▸ **Instructions for the task**
Word for word, restate every entry shown below.

[Collected data]
────────────────────
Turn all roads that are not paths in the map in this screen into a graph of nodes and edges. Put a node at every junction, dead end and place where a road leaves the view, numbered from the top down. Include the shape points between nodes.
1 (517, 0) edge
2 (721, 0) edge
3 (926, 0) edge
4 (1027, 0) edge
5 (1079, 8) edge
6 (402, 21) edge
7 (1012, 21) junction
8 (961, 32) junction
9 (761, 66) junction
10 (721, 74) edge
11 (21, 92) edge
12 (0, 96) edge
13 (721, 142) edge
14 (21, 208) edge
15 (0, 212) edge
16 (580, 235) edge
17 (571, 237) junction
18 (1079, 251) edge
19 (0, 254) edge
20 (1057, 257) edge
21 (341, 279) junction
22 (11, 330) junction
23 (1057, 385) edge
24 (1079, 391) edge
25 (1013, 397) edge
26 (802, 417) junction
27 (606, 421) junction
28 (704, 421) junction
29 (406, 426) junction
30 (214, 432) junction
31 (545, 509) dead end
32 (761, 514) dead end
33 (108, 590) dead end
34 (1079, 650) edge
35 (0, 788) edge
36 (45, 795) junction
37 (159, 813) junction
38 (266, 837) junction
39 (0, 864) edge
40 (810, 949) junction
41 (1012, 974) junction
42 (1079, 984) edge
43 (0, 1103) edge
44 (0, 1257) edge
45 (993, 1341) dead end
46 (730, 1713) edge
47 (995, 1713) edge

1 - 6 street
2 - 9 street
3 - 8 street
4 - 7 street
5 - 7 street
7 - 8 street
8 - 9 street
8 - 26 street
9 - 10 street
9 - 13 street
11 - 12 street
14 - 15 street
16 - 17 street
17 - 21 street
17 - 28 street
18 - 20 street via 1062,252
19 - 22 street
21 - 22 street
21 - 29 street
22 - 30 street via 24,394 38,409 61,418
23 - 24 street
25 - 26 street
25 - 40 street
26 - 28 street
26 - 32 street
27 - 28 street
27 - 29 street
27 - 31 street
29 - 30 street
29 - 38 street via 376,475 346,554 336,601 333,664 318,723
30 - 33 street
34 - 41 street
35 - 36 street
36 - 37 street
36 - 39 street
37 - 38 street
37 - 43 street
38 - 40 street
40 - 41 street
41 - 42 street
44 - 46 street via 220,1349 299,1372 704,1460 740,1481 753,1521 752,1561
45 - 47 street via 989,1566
────────────────────
▸ **Exercise answer**
Turn all roads that are not paths in the map in this screen into a graph of nodes and edges. Put a node at every junction, dead end and place where a road leaves the view, numbered from the top down. Include the shape points between nodes.
1 (517, 0) edge
2 (721, 0) edge
3 (926, 0) edge
4 (1027, 0) edge
5 (1079, 8) edge
6 (402, 21) edge
7 (1012, 21) junction
8 (961, 32) junction
9 (761, 66) junction
10 (721, 74) edge
11 (21, 92) edge
12 (0, 96) edge
13 (721, 142) edge
14 (21, 208) edge
15 (0, 212) edge
16 (580, 235) edge
17 (571, 237) junction
18 (1079, 251) edge
19 (0, 254) edge
20 (1057, 257) edge
21 (341, 279) junction
22 (11, 330) junction
23 (1057, 385) edge
24 (1079, 391) edge
25 (1013, 397) edge
26 (802, 417) junction
27 (606, 421) junction
28 (704, 421) junction
29 (406, 426) junction
30 (214, 432) junction
31 (545, 509) dead end
32 (761, 514) dead end
33 (108, 590) dead end
34 (1079, 650) edge
35 (0, 788) edge
36 (45, 795) junction
37 (159, 813) junction
38 (266, 837) junction
39 (0, 864) edge
40 (810, 949) junction
41 (1012, 974) junction
42 (1079, 984) edge
43 (0, 1103) edge
44 (0, 1257) edge
45 (993, 1341) dead end
46 (730, 1713) edge
47 (995, 1713) edge

1 - 6 street
2 - 9 street
3 - 8 street
4 - 7 street
5 - 7 street
7 - 8 street
8 - 9 street
8 - 26 street
9 - 10 street
9 - 13 street
11 - 12 street
14 - 15 street
16 - 17 street
17 - 21 street
17 - 28 street
18 - 20 street via 1062,252
19 - 22 street
21 - 22 street
21 - 29 street
22 - 30 street via 24,394 38,409 61,418
23 - 24 street
25 - 26 street
25 - 40 street
26 - 28 street
26 - 32 street
27 - 28 street
27 - 29 street
27 - 31 street
29 - 30 street
29 - 38 street via 376,475 346,554 336,601 333,664 318,723
30 - 33 street
34 - 41 street
35 - 36 street
36 - 37 street
36 - 39 street
37 - 38 street
37 - 43 street
38 - 40 street
40 - 41 street
41 - 42 street
44 - 46 street via 220,1349 299,1372 704,1460 740,1481 753,1521 752,1561
45 - 47 street via 989,1566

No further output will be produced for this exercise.